Aim of the task |
Lines in which "down" appears should be pulled from the data below.

Record extracts |
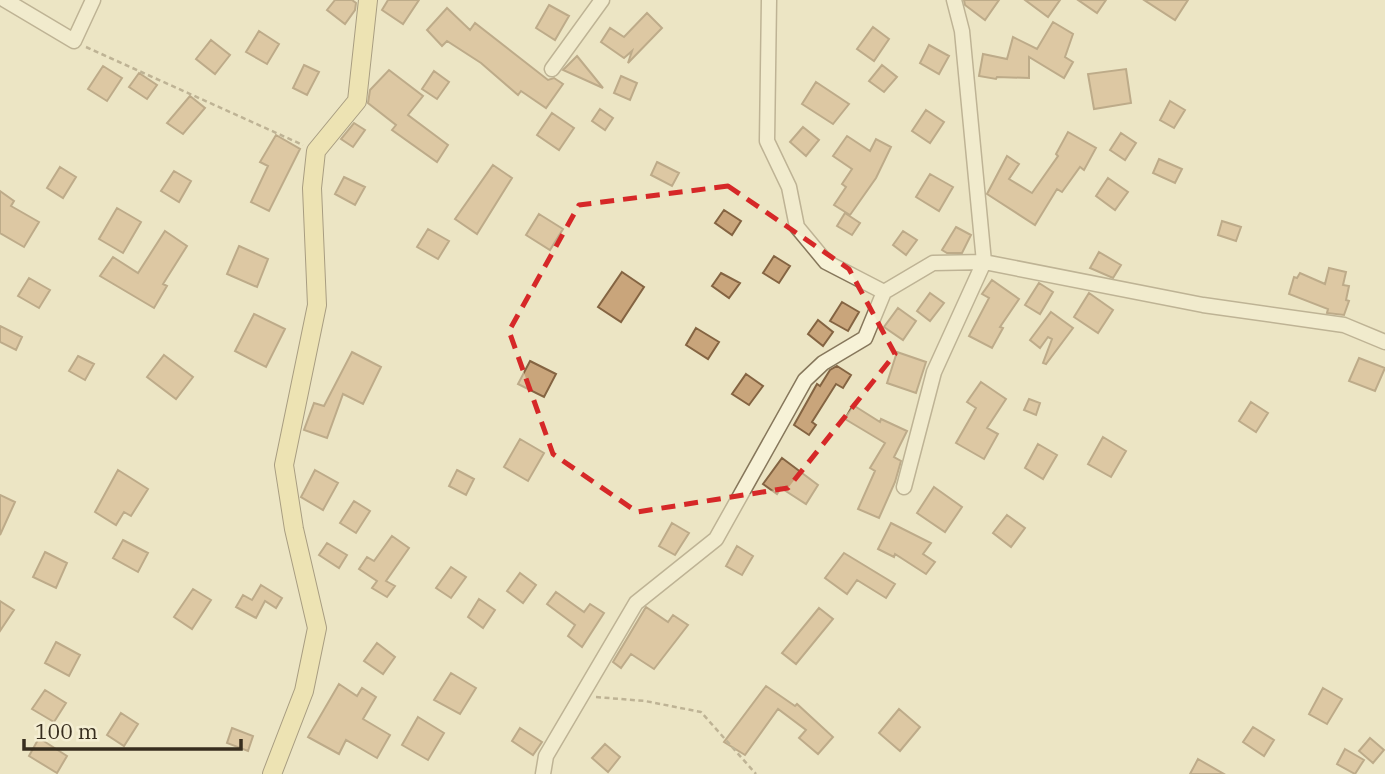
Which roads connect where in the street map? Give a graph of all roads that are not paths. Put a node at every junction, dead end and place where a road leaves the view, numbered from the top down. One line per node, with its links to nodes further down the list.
1 (5, 0): 2 (street)
2 (93, 0)
3 (368, 0): 12 (main road)
4 (602, 0): 7 (street)
5 (769, 0): 9 (street)
6 (954, 0): 8 (street)
7 (552, 69)
8 (984, 262): 9 (street); 10 (street); 11 (street)
9 (884, 292): 13 (street)
10 (1385, 342)
11 (905, 487)
12 (272, 774)
13 (543, 774)

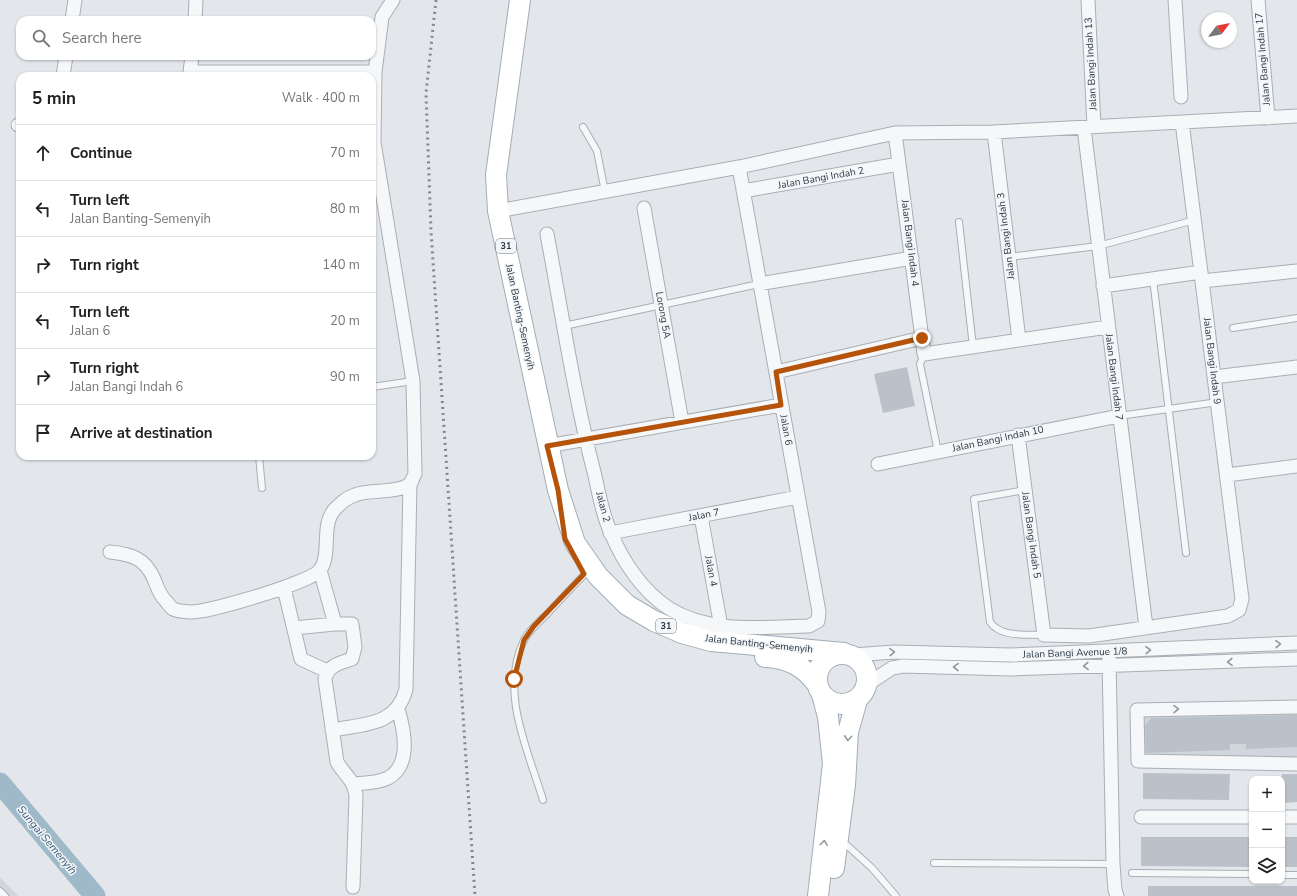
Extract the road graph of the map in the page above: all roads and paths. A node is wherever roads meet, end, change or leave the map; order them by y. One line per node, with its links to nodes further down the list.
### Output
1 (75, 0): 8 (street)
2 (196, 0): 9 (street)
3 (393, 0): 14 (street)
4 (520, 0): 29 (main road, Jalan Banting-Semenyih / 31)
5 (1088, 0): 19 (street, Jalan Bangi Indah 13)
6 (1175, 0): 15 (street)
7 (1258, 0): 17 (street, Jalan Bangi Indah 17)
8 (73, 16)
9 (196, 16)
10 (65, 60): 12 (street)
11 (192, 60): 13 (street)
12 (64, 72)
13 (190, 72)
14 (375, 72)
15 (1181, 97)
16 (1297, 116): 17 (street)
17 (1268, 118): 18 (street)
18 (1182, 122): 19 (street); 30 (street, Jalan Bangi Indah 9)
19 (1089, 127): 21 (street); 33 (street, Jalan Bangi Indah 7)
20 (583, 128): 27 (lane)
21 (994, 132): 22 (street); 34 (street, Jalan Bangi Indah 3)
22 (895, 133): 24 (street, Jalan Bangi Indah 4); 25 (street)
23 (376, 154): 53 (street)
24 (899, 164): 26 (street, Jalan Bangi Indah 2); 35 (street, Jalan Bangi Indah 4)
25 (739, 167): 26 (street, Jalan 6); 27 (street)
26 (743, 191): 39 (street, Jalan 6)
27 (605, 192): 29 (street)
28 (644, 208): 41 (street, Lorong 5A)
29 (498, 211): 62 (main road, Jalan Banting-Semenyih / 31)
30 (1195, 220): 33 (lane); 37 (street, Jalan Bangi Indah 9)
31 (959, 222): 48 (lane)
32 (547, 234): 43 (street, Jalan 2)
33 (1098, 246): 34 (lane); 40 (street, Jalan Bangi Indah 7)
34 (1009, 257): 47 (street, Jalan Bangi Indah 3)
35 (912, 258): 39 (street); 46 (street, Jalan Bangi Indah 4)
36 (1297, 271): 37 (street)
37 (1202, 276): 38 (street); 52 (street, Jalan Bangi Indah 9)
38 (1153, 279): 40 (street); 57 (lane)
39 (759, 284): 41 (lane); 51 (street, Jalan 6)
40 (1103, 286): 44 (street, Jalan Bangi Indah 7)
41 (662, 305): 43 (lane); 59 (street, Lorong 5A)
42 (1297, 318): 45 (lane)
43 (564, 326): 61 (street, Jalan 2)
44 (1108, 326): 47 (street); 58 (street, Jalan Bangi Indah 7)
45 (1233, 328)
46 (922, 338): 49 (street, Jalan Bangi Indah 4); 51 (street)
47 (1019, 340): 48 (street)
48 (973, 347): 49 (street)
49 (924, 354): 63 (lane)
50 (1297, 366): 52 (street)
51 (776, 372): 56 (street, Jalan 6)
52 (1214, 377): 55 (street, Jalan Bangi Indah 9)
53 (413, 381): 54 (lane); 68 (street)
54 (376, 386)
55 (1218, 402): 57 (lane); 67 (street, Jalan Bangi Indah 9)
56 (781, 405): 59 (street); 72 (street, Jalan 6)
57 (1169, 409): 58 (lane); 76 (lane)
58 (1119, 416): 60 (street, Jalan Bangi Indah 10); 83 (street, Jalan Bangi Indah 7)
59 (682, 422): 61 (street)
60 (1018, 435): 63 (street, Jalan Bangi Indah 10); 71 (street, Jalan Bangi Indah 5)
61 (586, 439): 62 (street); 74 (street, Jalan 2)
62 (547, 446): 70 (main road, Jalan Banting-Semenyih / 31)
63 (938, 452): 65 (street, Jalan Bangi Indah 10)
64 (259, 460): 69 (lane)
65 (878, 464)
66 (1297, 466): 67 (street)
67 (1227, 474): 83 (street, Jalan Bangi Indah 9)
68 (410, 483): 77 (street); 96 (street)
69 (262, 488)
70 (558, 490): 78 (main road, Jalan Banting-Semenyih / 31); 88 (main road, Jalan Banting-Semenyih / 31)
71 (1025, 490): 85 (street, Jalan Bangi Indah 5); 85 (lane)
72 (798, 497): 73 (street, Jalan 7); 80 (street, Jalan 6)
73 (701, 516): 74 (street, Jalan 7); 82 (street, Jalan 4)
74 (610, 533): 82 (street, Jalan 2)
75 (110, 552): 79 (street)
76 (1186, 553)
77 (320, 570): 79 (street); 81 (street)
78 (584, 574): 93 (main road, Jalan Banting-Semenyih / 31); 100 (lane)
79 (284, 588): 84 (street)
80 (818, 621): 82 (street, Jalan 2)
81 (335, 624): 84 (street); 91 (street)
82 (721, 627)
83 (1146, 627): 85 (street)
84 (294, 628): 91 (street)
85 (1044, 635)
86 (1297, 643): 87 (street, Jalan Bangi Avenue 1/8, one-way to 86)
87 (1109, 652): 88 (street, Jalan Bangi Avenue 1/8, one-way to 87); 90 (street)
88 (849, 654): 92 (main road); 93 (main road)
89 (1297, 659): 90 (street, Jalan Bangi Avenue 1/8, one-way to 90)
90 (1109, 666): 92 (street, Jalan Bangi Avenue 1/8, one-way to 92); 107 (street)
91 (327, 671): 97 (street)
92 (868, 684): 94 (main road)
93 (820, 689): 94 (main road); 116 (main road, Jalan Banting-Semenyih / 31, one-way to 93)
94 (856, 700): 105 (main road, one-way to 105)
95 (1297, 707): 98 (street, one-way to 95)
96 (398, 709): 97 (street); 99 (street)
97 (332, 730): 99 (street)
98 (1297, 764)
99 (354, 784): 112 (street)
100 (543, 800)
101 (1141, 817): 102 (street)
102 (1249, 817)
103 (1285, 817): 104 (street)
104 (1297, 817)
105 (839, 838): 117 (main road); 118 (lane)
106 (934, 863): 107 (lane)
107 (1113, 864): 114 (street)
108 (1132, 873): 109 (lane)
109 (1249, 874)
110 (1285, 875): 111 (lane)
111 (1297, 875)
112 (353, 887)
113 (0, 891): 115 (lane)
114 (1114, 894)
115 (5, 896)
116 (818, 896)
117 (829, 896)
118 (896, 896)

Response |
Which roads connect where in the street map? Give a graph of all roads that are not paths. Put a node at every junction, dead end and place where a road leaves the view, numbered from the top down. One line per node, with its links to nodes further down the list.
Extract the road graph of the map in the page above: all roads and paths. A node is wherever roads meet, end, change or leave the map; order them by y. One line per node, with its links to nodes further down the list.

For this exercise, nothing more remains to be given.